_Work to complete_.
Repeat the listing word for word. Leave every picture out.

┏━━

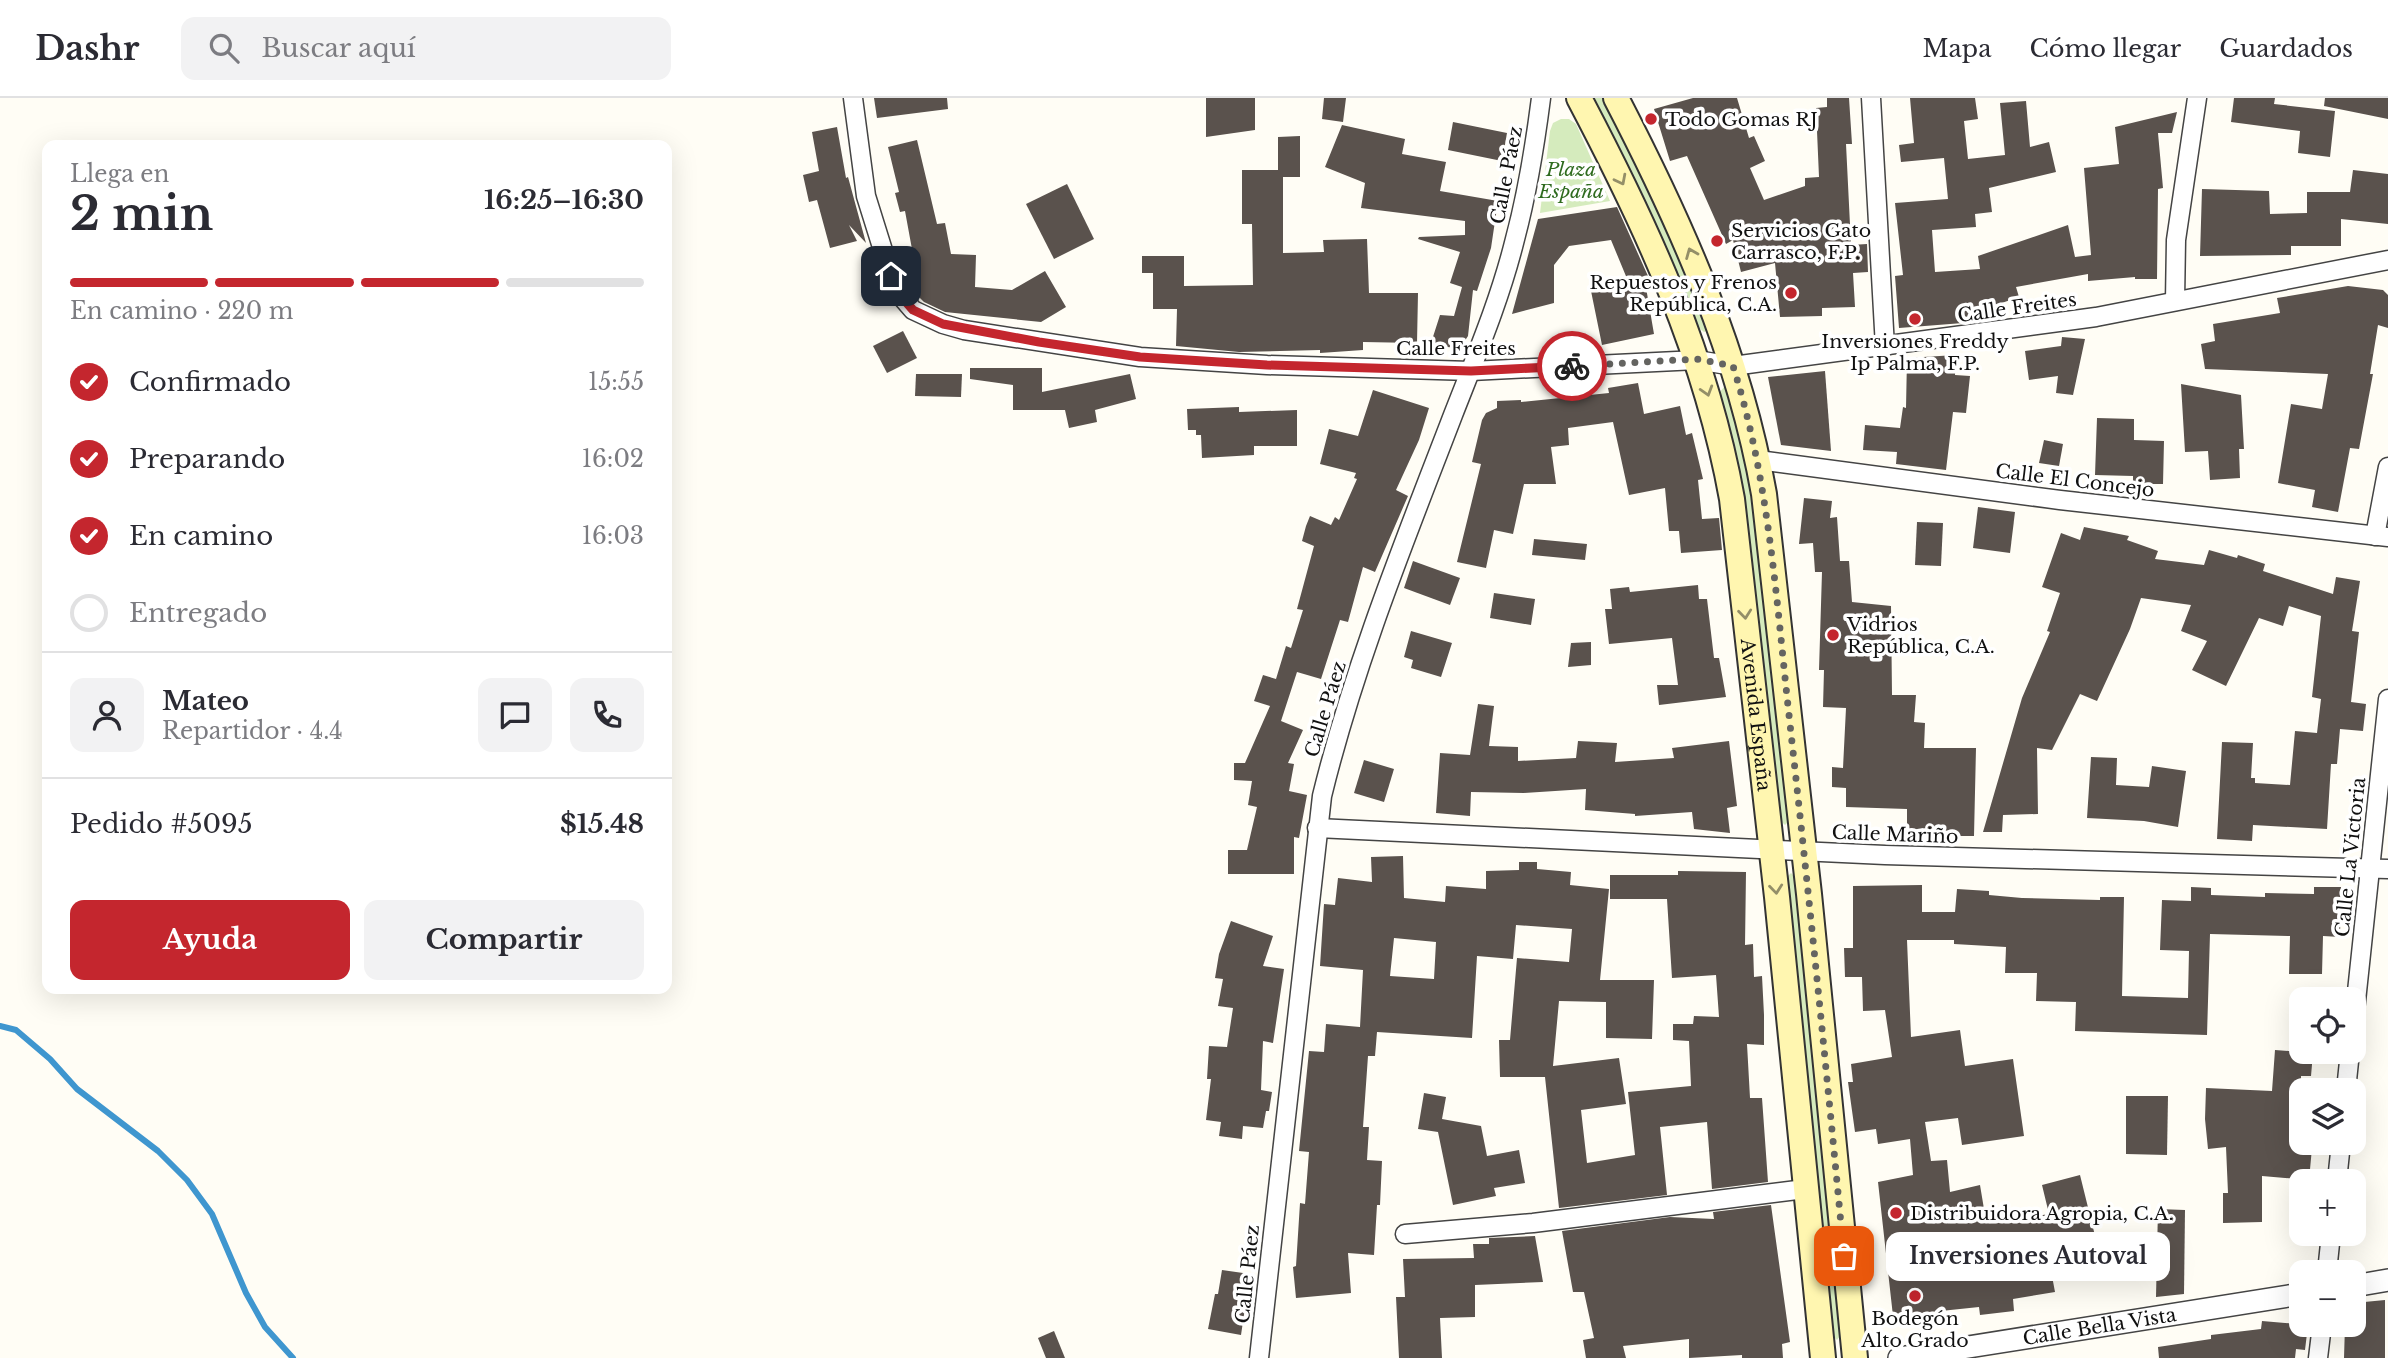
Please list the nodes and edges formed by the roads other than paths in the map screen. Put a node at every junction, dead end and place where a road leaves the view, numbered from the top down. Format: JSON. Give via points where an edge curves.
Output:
{"nodes":[{"id":1,"x":853,"y":98,"type":"edge"},
{"id":2,"x":1541,"y":98,"type":"edge"},
{"id":3,"x":1579,"y":98,"type":"edge"},
{"id":4,"x":1616,"y":98,"type":"edge"},
{"id":5,"x":1871,"y":98,"type":"edge"},
{"id":6,"x":2197,"y":98,"type":"edge"},
{"id":7,"x":2388,"y":260,"type":"edge"},
{"id":8,"x":2175,"y":301,"type":"junction"},
{"id":9,"x":1885,"y":347,"type":"junction"},
{"id":10,"x":1697,"y":359,"type":"junction"},
{"id":11,"x":1733,"y":366,"type":"junction"},
{"id":12,"x":1471,"y":371,"type":"junction"},
{"id":13,"x":1758,"y":460,"type":"junction"},
{"id":14,"x":2388,"y":467,"type":"edge"},
{"id":15,"x":2381,"y":537,"type":"edge"},
{"id":16,"x":2388,"y":699,"type":"edge"},
{"id":17,"x":1317,"y":828,"type":"junction"},
{"id":18,"x":1772,"y":850,"type":"junction"},
{"id":19,"x":1804,"y":852,"type":"junction"},
{"id":20,"x":2370,"y":869,"type":"junction"},
{"id":21,"x":2388,"y":869,"type":"edge"},
{"id":22,"x":2357,"y":987,"type":"edge"},
{"id":23,"x":1805,"y":1189,"type":"junction"},
{"id":24,"x":1405,"y":1234,"type":"dead end"},
{"id":25,"x":2388,"y":1280,"type":"edge"},
{"id":26,"x":2366,"y":1284,"type":"edge"},
{"id":27,"x":2289,"y":1296,"type":"edge"},
{"id":28,"x":2321,"y":1337,"type":"edge"},
{"id":29,"x":1259,"y":1358,"type":"edge"},
{"id":30,"x":1823,"y":1358,"type":"edge"},
{"id":31,"x":1855,"y":1358,"type":"edge"},
{"id":32,"x":1899,"y":1358,"type":"edge"},
{"id":33,"x":2318,"y":1358,"type":"edge"}],
"edges":[{"from":1,"to":12,"type":"street","name":"Calle Freites","via":[[866,195],[891,276],[913,310],[930,319],[964,330],[1140,357]]},
{"from":2,"to":12,"type":"street","name":"Calle Páez","via":[[1516,237]]},
{"from":3,"to":10,"type":"main road","name":"Avenida España","one_way":true,"via":[[1658,256]]},
{"from":11,"to":4,"type":"main road","name":"Avenida España","one_way":true,"via":[[1687,243]]},
{"from":5,"to":9,"type":"street"},
{"from":6,"to":8,"type":"street","via":[[2176,240]]},
{"from":7,"to":8,"type":"street","name":"Calle Freites"},
{"from":8,"to":9,"type":"street","name":"Calle Freites"},
{"from":9,"to":11,"type":"street","name":"Calle Freites"},
{"from":10,"to":11,"type":"street","name":"Calle Freites"},
{"from":10,"to":12,"type":"street","name":"Calle Freites"},
{"from":10,"to":18,"type":"main road","name":"Avenida España","one_way":true,"via":[[1719,432],[1732,499]]},
{"from":11,"to":13,"type":"main road","name":"Avenida España"},
{"from":12,"to":17,"type":"street","name":"Calle Páez","via":[[1378,610],[1333,751]]},
{"from":13,"to":15,"type":"street","name":"Calle El Concejo"},
{"from":13,"to":19,"type":"main road","name":"Avenida España"},
{"from":14,"to":15,"type":"street"},
{"from":16,"to":20,"type":"street","name":"Calle La Victoria"},
{"from":17,"to":18,"type":"street","name":"Calle Mariño"},
{"from":17,"to":29,"type":"street","name":"Calle Páez"},
{"from":18,"to":19,"type":"street","name":"Calle Mariño"},
{"from":18,"to":23,"type":"main road","name":"Avenida España","one_way":true},
{"from":19,"to":20,"type":"street","name":"Calle Mariño"},
{"from":19,"to":31,"type":"main road","name":"Avenida España"},
{"from":20,"to":21,"type":"street","name":"Calle Mariño"},
{"from":20,"to":22,"type":"street","name":"Calle La Victoria"},
{"from":23,"to":24,"type":"street"},
{"from":23,"to":30,"type":"main road","name":"Avenida España"},
{"from":25,"to":26,"type":"street"},
{"from":27,"to":32,"type":"street","name":"Calle Bella Vista"},
{"from":28,"to":33,"type":"street"}]}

┗━━

_Answer to this exercise_.
Please list the nodes and edges formed by the roads other than paths in the map screen. Put a node at every junction, dead end and place where a road leaves the view, numbered from the top down. Format: JSON. Give via points where an edge curves.
Output:
{"nodes":[{"id":1,"x":853,"y":98,"type":"edge"},
{"id":2,"x":1541,"y":98,"type":"edge"},
{"id":3,"x":1579,"y":98,"type":"edge"},
{"id":4,"x":1616,"y":98,"type":"edge"},
{"id":5,"x":1871,"y":98,"type":"edge"},
{"id":6,"x":2197,"y":98,"type":"edge"},
{"id":7,"x":2388,"y":260,"type":"edge"},
{"id":8,"x":2175,"y":301,"type":"junction"},
{"id":9,"x":1885,"y":347,"type":"junction"},
{"id":10,"x":1697,"y":359,"type":"junction"},
{"id":11,"x":1733,"y":366,"type":"junction"},
{"id":12,"x":1471,"y":371,"type":"junction"},
{"id":13,"x":1758,"y":460,"type":"junction"},
{"id":14,"x":2388,"y":467,"type":"edge"},
{"id":15,"x":2381,"y":537,"type":"edge"},
{"id":16,"x":2388,"y":699,"type":"edge"},
{"id":17,"x":1317,"y":828,"type":"junction"},
{"id":18,"x":1772,"y":850,"type":"junction"},
{"id":19,"x":1804,"y":852,"type":"junction"},
{"id":20,"x":2370,"y":869,"type":"junction"},
{"id":21,"x":2388,"y":869,"type":"edge"},
{"id":22,"x":2357,"y":987,"type":"edge"},
{"id":23,"x":1805,"y":1189,"type":"junction"},
{"id":24,"x":1405,"y":1234,"type":"dead end"},
{"id":25,"x":2388,"y":1280,"type":"edge"},
{"id":26,"x":2366,"y":1284,"type":"edge"},
{"id":27,"x":2289,"y":1296,"type":"edge"},
{"id":28,"x":2321,"y":1337,"type":"edge"},
{"id":29,"x":1259,"y":1358,"type":"edge"},
{"id":30,"x":1823,"y":1358,"type":"edge"},
{"id":31,"x":1855,"y":1358,"type":"edge"},
{"id":32,"x":1899,"y":1358,"type":"edge"},
{"id":33,"x":2318,"y":1358,"type":"edge"}],
"edges":[{"from":1,"to":12,"type":"street","name":"Calle Freites","via":[[866,195],[891,276],[913,310],[930,319],[964,330],[1140,357]]},
{"from":2,"to":12,"type":"street","name":"Calle Páez","via":[[1516,237]]},
{"from":3,"to":10,"type":"main road","name":"Avenida España","one_way":true,"via":[[1658,256]]},
{"from":11,"to":4,"type":"main road","name":"Avenida España","one_way":true,"via":[[1687,243]]},
{"from":5,"to":9,"type":"street"},
{"from":6,"to":8,"type":"street","via":[[2176,240]]},
{"from":7,"to":8,"type":"street","name":"Calle Freites"},
{"from":8,"to":9,"type":"street","name":"Calle Freites"},
{"from":9,"to":11,"type":"street","name":"Calle Freites"},
{"from":10,"to":11,"type":"street","name":"Calle Freites"},
{"from":10,"to":12,"type":"street","name":"Calle Freites"},
{"from":10,"to":18,"type":"main road","name":"Avenida España","one_way":true,"via":[[1719,432],[1732,499]]},
{"from":11,"to":13,"type":"main road","name":"Avenida España"},
{"from":12,"to":17,"type":"street","name":"Calle Páez","via":[[1378,610],[1333,751]]},
{"from":13,"to":15,"type":"street","name":"Calle El Concejo"},
{"from":13,"to":19,"type":"main road","name":"Avenida España"},
{"from":14,"to":15,"type":"street"},
{"from":16,"to":20,"type":"street","name":"Calle La Victoria"},
{"from":17,"to":18,"type":"street","name":"Calle Mariño"},
{"from":17,"to":29,"type":"street","name":"Calle Páez"},
{"from":18,"to":19,"type":"street","name":"Calle Mariño"},
{"from":18,"to":23,"type":"main road","name":"Avenida España","one_way":true},
{"from":19,"to":20,"type":"street","name":"Calle Mariño"},
{"from":19,"to":31,"type":"main road","name":"Avenida España"},
{"from":20,"to":21,"type":"street","name":"Calle Mariño"},
{"from":20,"to":22,"type":"street","name":"Calle La Victoria"},
{"from":23,"to":24,"type":"street"},
{"from":23,"to":30,"type":"main road","name":"Avenida España"},
{"from":25,"to":26,"type":"street"},
{"from":27,"to":32,"type":"street","name":"Calle Bella Vista"},
{"from":28,"to":33,"type":"street"}]}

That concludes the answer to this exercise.